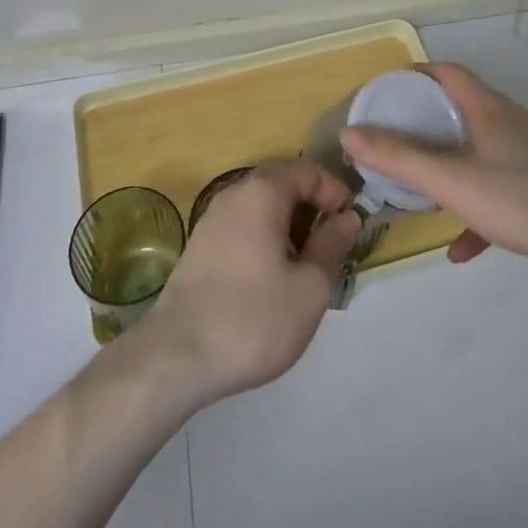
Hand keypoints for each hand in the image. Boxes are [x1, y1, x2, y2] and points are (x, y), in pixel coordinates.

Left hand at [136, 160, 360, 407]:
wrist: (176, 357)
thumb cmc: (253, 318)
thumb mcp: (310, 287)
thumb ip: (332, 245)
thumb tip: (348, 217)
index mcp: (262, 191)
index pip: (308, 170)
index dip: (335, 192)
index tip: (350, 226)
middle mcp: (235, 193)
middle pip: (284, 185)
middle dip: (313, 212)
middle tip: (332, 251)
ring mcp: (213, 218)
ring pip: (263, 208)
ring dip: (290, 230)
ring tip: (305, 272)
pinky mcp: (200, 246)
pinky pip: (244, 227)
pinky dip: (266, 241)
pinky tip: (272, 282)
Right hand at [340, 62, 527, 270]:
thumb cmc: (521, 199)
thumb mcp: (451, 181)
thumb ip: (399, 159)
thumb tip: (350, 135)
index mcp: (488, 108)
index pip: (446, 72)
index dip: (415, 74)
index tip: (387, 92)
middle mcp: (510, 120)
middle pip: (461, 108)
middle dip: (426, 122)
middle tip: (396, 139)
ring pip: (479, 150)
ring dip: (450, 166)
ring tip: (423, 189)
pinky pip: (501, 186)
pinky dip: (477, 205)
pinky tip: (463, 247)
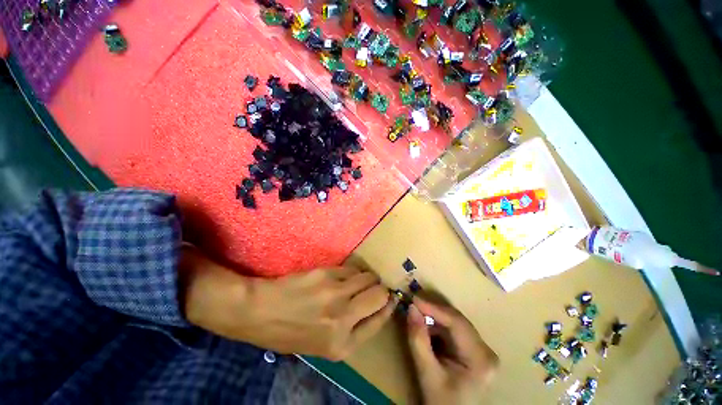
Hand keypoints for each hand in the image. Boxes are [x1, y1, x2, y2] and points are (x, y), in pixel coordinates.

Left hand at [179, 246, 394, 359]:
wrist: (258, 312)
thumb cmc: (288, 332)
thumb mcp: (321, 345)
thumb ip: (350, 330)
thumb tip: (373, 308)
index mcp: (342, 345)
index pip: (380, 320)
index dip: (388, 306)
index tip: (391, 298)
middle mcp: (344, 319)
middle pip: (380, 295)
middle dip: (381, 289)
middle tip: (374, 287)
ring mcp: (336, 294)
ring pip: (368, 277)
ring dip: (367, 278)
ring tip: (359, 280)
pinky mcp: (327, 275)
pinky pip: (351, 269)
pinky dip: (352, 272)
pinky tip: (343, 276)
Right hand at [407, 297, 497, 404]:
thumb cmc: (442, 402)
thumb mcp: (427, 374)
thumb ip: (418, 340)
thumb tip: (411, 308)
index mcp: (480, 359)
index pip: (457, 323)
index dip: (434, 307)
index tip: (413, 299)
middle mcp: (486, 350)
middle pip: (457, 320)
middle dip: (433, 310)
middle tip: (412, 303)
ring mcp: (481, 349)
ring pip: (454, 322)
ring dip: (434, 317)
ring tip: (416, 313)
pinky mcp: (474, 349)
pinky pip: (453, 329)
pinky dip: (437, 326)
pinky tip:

=-=-=

### What to produce
Pictures stay out. Print the lines of the records above exactly, from the first through the one with "pinky mcp: (200, 246)".

### Solution for this exercise
Hand keypoints for each hand in the image. Boxes are [x1, y1, x2, y2] and points are (x, y), in pixel coordinates.

Left hand at [136, 160, 360, 407]:
wrist: (176, 357)
thumb cmc: (253, 318)
thumb mcp: (310, 287)
thumb ip: (332, 245)
thumb tip: (348, 217)
index mcp: (262, 191)
index pip: (308, 170)
index dip: (335, 192)
index tip: (350, 226)
middle mcp: (235, 193)
middle pip: (284, 185)
middle dip: (313, 212)
middle tip: (332, 251)
ring mcp: (213, 218)
ring pip: (263, 208)
ring dip: (290, 230)
ring tip: (305, 272)
pinky mcp: (200, 246)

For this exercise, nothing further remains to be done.